TO DO → An exact copy of every entry is needed, with the images left out.

THE INPUT →

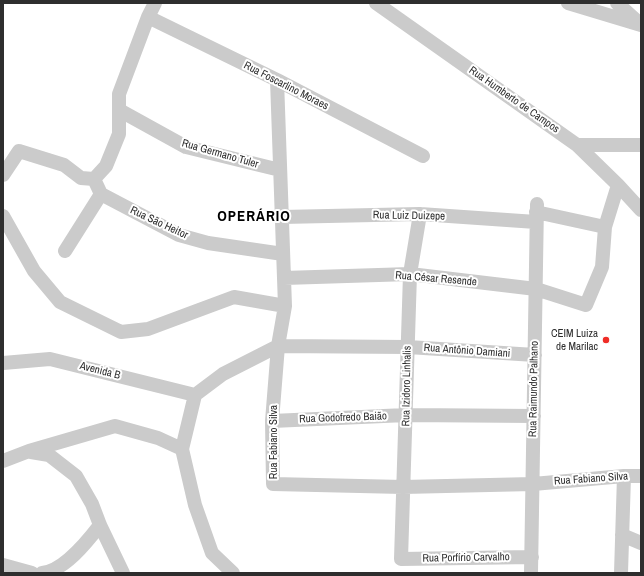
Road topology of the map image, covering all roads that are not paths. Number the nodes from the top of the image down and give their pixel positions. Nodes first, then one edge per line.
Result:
1 (154, 3) edge
2 (376, 3) edge
3 (568, 3) edge
4 (617, 3) edge
5 (148, 17) junction
6 (641, 24) edge
7 (277, 80) junction
8 (119, 110) junction
9 (577, 145) junction
10 (641, 145) edge
11 (423, 156) dead end
12 (280, 170) junction
13 (3, 174) edge
14 (94, 179) junction
15 (618, 185) junction
16 (101, 194) junction
17 (641, 210) edge
18 (536, 213) junction
19 (420, 214) junction
20 (282, 217) junction
21 (5, 225) edge
22 (604, 227) junction
23 (65, 251) dead end
24 (283, 254) junction
25 (410, 274) junction
26 (284, 278) junction
27 (536, 289) junction
28 (285, 306) junction
29 (278, 346) junction
30 (408, 347) junction
31 (535, 355) junction
32 (3, 363) edge
33 (195, 395) junction
34 (406, 415) junction
35 (534, 416) junction
36 (272, 421) junction
37 (182, 449) junction
38 (29, 451) junction
39 (3, 461) edge
40 (624, 476) junction
41 (641, 476) edge
42 (533, 484) junction
43 (403, 487) junction
44 (100, 525) junction
45 (622, 535) junction
46 (641, 544) edge
47 (532, 557) junction
48 (401, 559) joint
49 (3, 565) edge
50 (51, 572) edge
51 (32, 573) edge
52 (123, 573) edge
53 (233, 573) edge
54 (531, 573) edge
55 (621, 573) edge

1 - 5 street
2 - 9 street, Rua Humberto de Campos
3 - 6 street
4 - 6 street
5 - 7 street, Rua Foscarlino Moraes
5 - 8 street
7 - 11 street, Rua Foscarlino Moraes
7 - 12 street, Rua Fabiano Silva
8 - 12 street, Rua Germano Tuler
8 - 14 street
9 - 10 street
9 - 15 street, Rua Humberto de Campos
12 - 20 street, Rua Fabiano Silva
13 - 14 street
14 - 16 street
15 - 17 street, Rua Humberto de Campos
15 - 22 street
16 - 23 street
16 - 24 street, Rua São Heitor
18 - 19 street, Rua Luiz Duizepe
18 - 22 street
18 - 27 street, Rua Raimundo Palhano
19 - 20 street, Rua Luiz Duizepe
19 - 25 street, Rua Izidoro Linhalis
20 - 24 street, Rua Fabiano Silva
21 - 28 street
22 - 27 street, Rua César Resende
24 - 26 street, Rua Fabiano Silva
25 - 26 street, Rua César Resende
25 - 27 street, Rua César Resende
25 - 30 street, Rua Izidoro Linhalis
26 - 28 street, Rua Fabiano Silva
27 - 31 street, Rua Raimundo Palhano
28 - 29 street, Rua Fabiano Silva
29 - 30 street, Rua Antônio Damiani
29 - 33 street
29 - 36 street, Rua Fabiano Silva
30 - 31 street, Rua Antônio Damiani
30 - 34 street, Rua Izidoro Linhalis
31 - 35 street, Rua Raimundo Palhano
32 - 33 street, Avenida B
33 - 37 street
34 - 35 street, Rua Godofredo Baião
34 - 36 street, Rua Godofredo Baião
34 - 43 street, Rua Izidoro Linhalis
35 - 42 street, Rua Raimundo Palhano
36 - 43 street, Rua Fabiano Silva
37 - 38 street
37 - 53 street
38 - 39 street
38 - 44 street
40 - 41 street, Rua Fabiano Silva
40 - 42 street, Rua Fabiano Silva
40 - 45 street
42 - 43 street, Rua Fabiano Silva
42 - 47 street, Rua Raimundo Palhano
43 - 48 street, Rua Izidoro Linhalis
44 - 50 street
44 - 52 street
45 - 46 street
45 - 55 street
47 - 48 street, Rua Porfírio Carvalho
47 - 54 street, Rua Raimundo Palhano
49 - 51 street

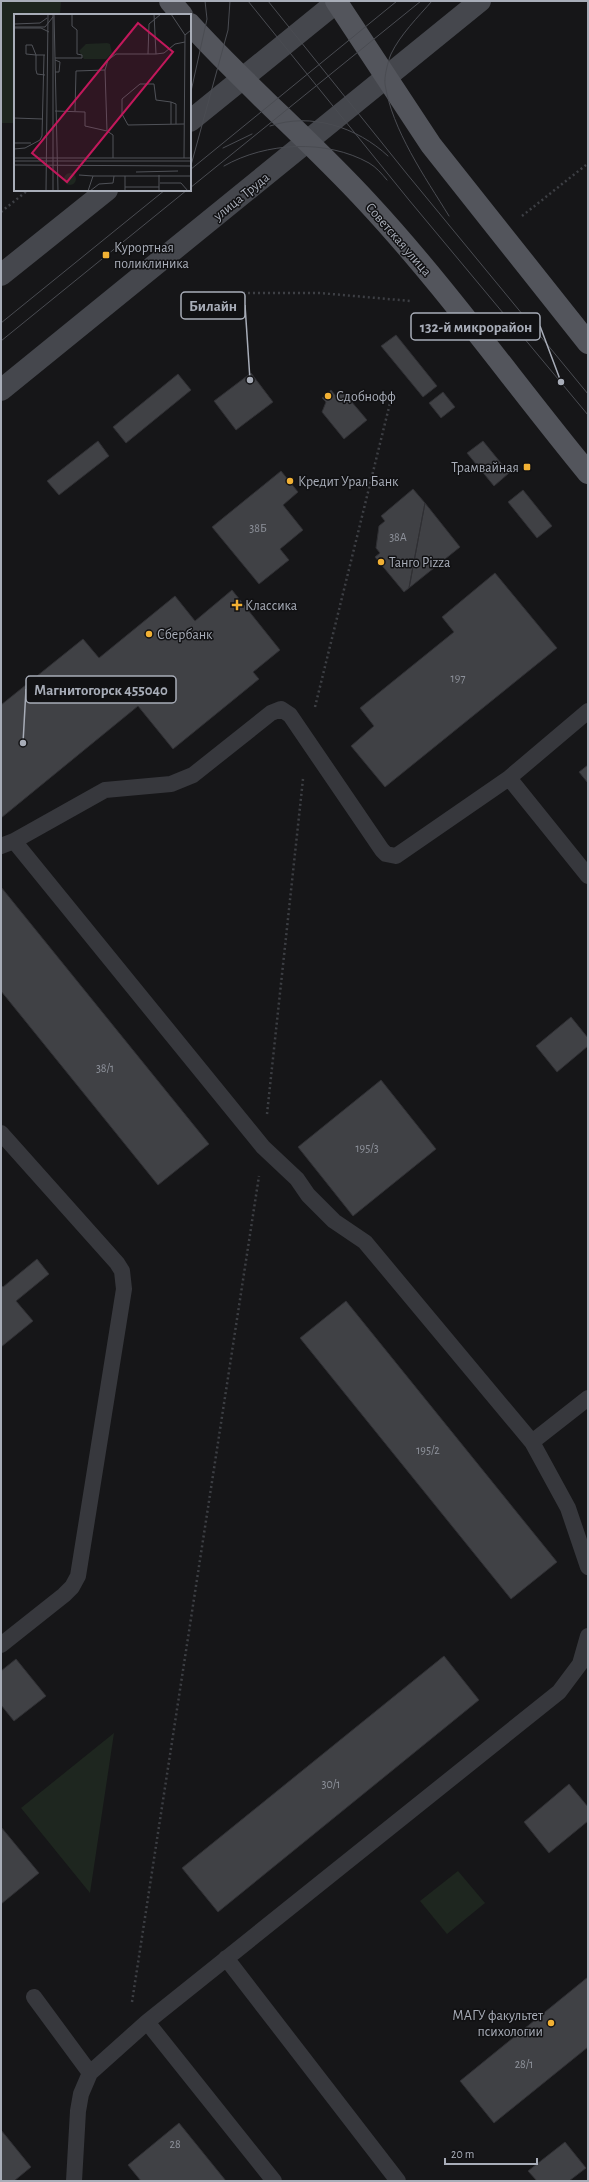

REPLY TO THE EXERCISE →
Road topology of the map image, covering all roads that are not paths. Number the nodes from the top of the image down and give their pixel positions. Nodes first, then one edge per line.
Result:
1 (154, 3) edge
2 (376, 3) edge
3 (568, 3) edge
4 (617, 3) edge
5 (148, 17) junction
6 (641, 24) edge
7 (277, 80) junction
8 (119, 110) junction
9 (577, 145) junction
10 (641, 145) edge
11 (423, 156) dead end
12 (280, 170) junction
13 (3, 174) edge
14 (94, 179) junction
15 (618, 185) junction
16 (101, 194) junction
17 (641, 210) edge
18 (536, 213) junction
19 (420, 214) junction
20 (282, 217) junction
21 (5, 225) edge
22 (604, 227) junction
23 (65, 251) dead end
24 (283, 254) junction
25 (410, 274) junction
26 (284, 278) junction
27 (536, 289) junction
28 (285, 306) junction
29 (278, 346) junction
30 (408, 347) junction
31 (535, 355) junction
32 (3, 363) edge
33 (195, 395) junction
34 (406, 415) junction
35 (534, 416) junction
36 (272, 421) junction
37 (182, 449) junction
38 (29, 451) junction
39 (3, 461) edge
40 (624, 476) junction
41 (641, 476) edge
42 (533, 484) junction
43 (403, 487) junction
44 (100, 525) junction
45 (622, 535) junction
46 (641, 544) edge
47 (532, 557) junction
48 (401, 559) joint
49 (3, 565) edge
50 (51, 572) edge
51 (32, 573) edge
52 (123, 573) edge
53 (233, 573) edge
54 (531, 573) edge
55 (621, 573) edge

1 - 5 street
2 - 9 street, Rua Humberto de Campos
3 - 6 street
4 - 6 street
5 - 7 street, Rua Foscarlino Moraes
5 - 8 street
7 - 11 street, Rua Foscarlino Moraes
7 - 12 street, Rua Fabiano Silva
8 - 12 street, Rua Germano Tuler
8 - 14 street
9 - 10 street
9 - 15 street, Rua Humberto de Campos
12 - 20 street, Rua Fabiano Silva
13 - 14 street
14 - 16 street
15 - 17 street, Rua Humberto de Campos
15 - 22 street
16 - 23 street
16 - 24 street, Rua São Heitor
18 - 19 street, Rua Luiz Duizepe
18 - 22 street
18 - 27 street, Rua Raimundo Palhano
19 - 20 street, Rua Luiz Duizepe
19 - 25 street, Rua Izidoro Linhalis
20 - 24 street, Rua Fabiano Silva
21 - 28 street
22 - 27 street, Rua César Resende
24 - 26 street, Rua Fabiano Silva
25 - 26 street, Rua César Resende
25 - 27 street, Rua César Resende
25 - 30 street, Rua Izidoro Linhalis
26 - 28 street, Rua Fabiano Silva
27 - 31 street, Rua Raimundo Palhano
28 - 29 street, Rua Fabiano Silva
29 - 30 street, Rua Antônio Damiani
29 - 33 street
29 - 36 street, Rua Fabiano Silva
30 - 31 street, Rua Antônio Damiani
30 - 34 street, Rua Izidoro Linhalis
31 - 35 street, Rua Raimundo Palhano
32 - 33 street, Avenida B
33 - 37 street
34 - 35 street, Rua Godofredo Baião
34 - 36 street, Rua Godofredo Baião
34 - 43 street, Rua Izidoro Linhalis
35 - 42 street, Rua Raimundo Palhano
36 - 43 street, Rua Fabiano Silva
37 - 38 street
37 - 53 street
38 - 39 street
38 - 44 street
40 - 41 street, Rua Fabiano Silva
40 - 42 street, Rua Fabiano Silva
40 - 45 street
42 - 43 street, Rua Fabiano Silva
42 - 47 street, Rua Raimundo Palhano
43 - 48 street, Rua Izidoro Linhalis
44 - 50 street
44 - 52 street
45 - 46 street
45 - 55 street
47 - 48 street, Rua Porfírio Carvalho
47 - 54 street, Rua Raimundo Palhano
49 - 51 street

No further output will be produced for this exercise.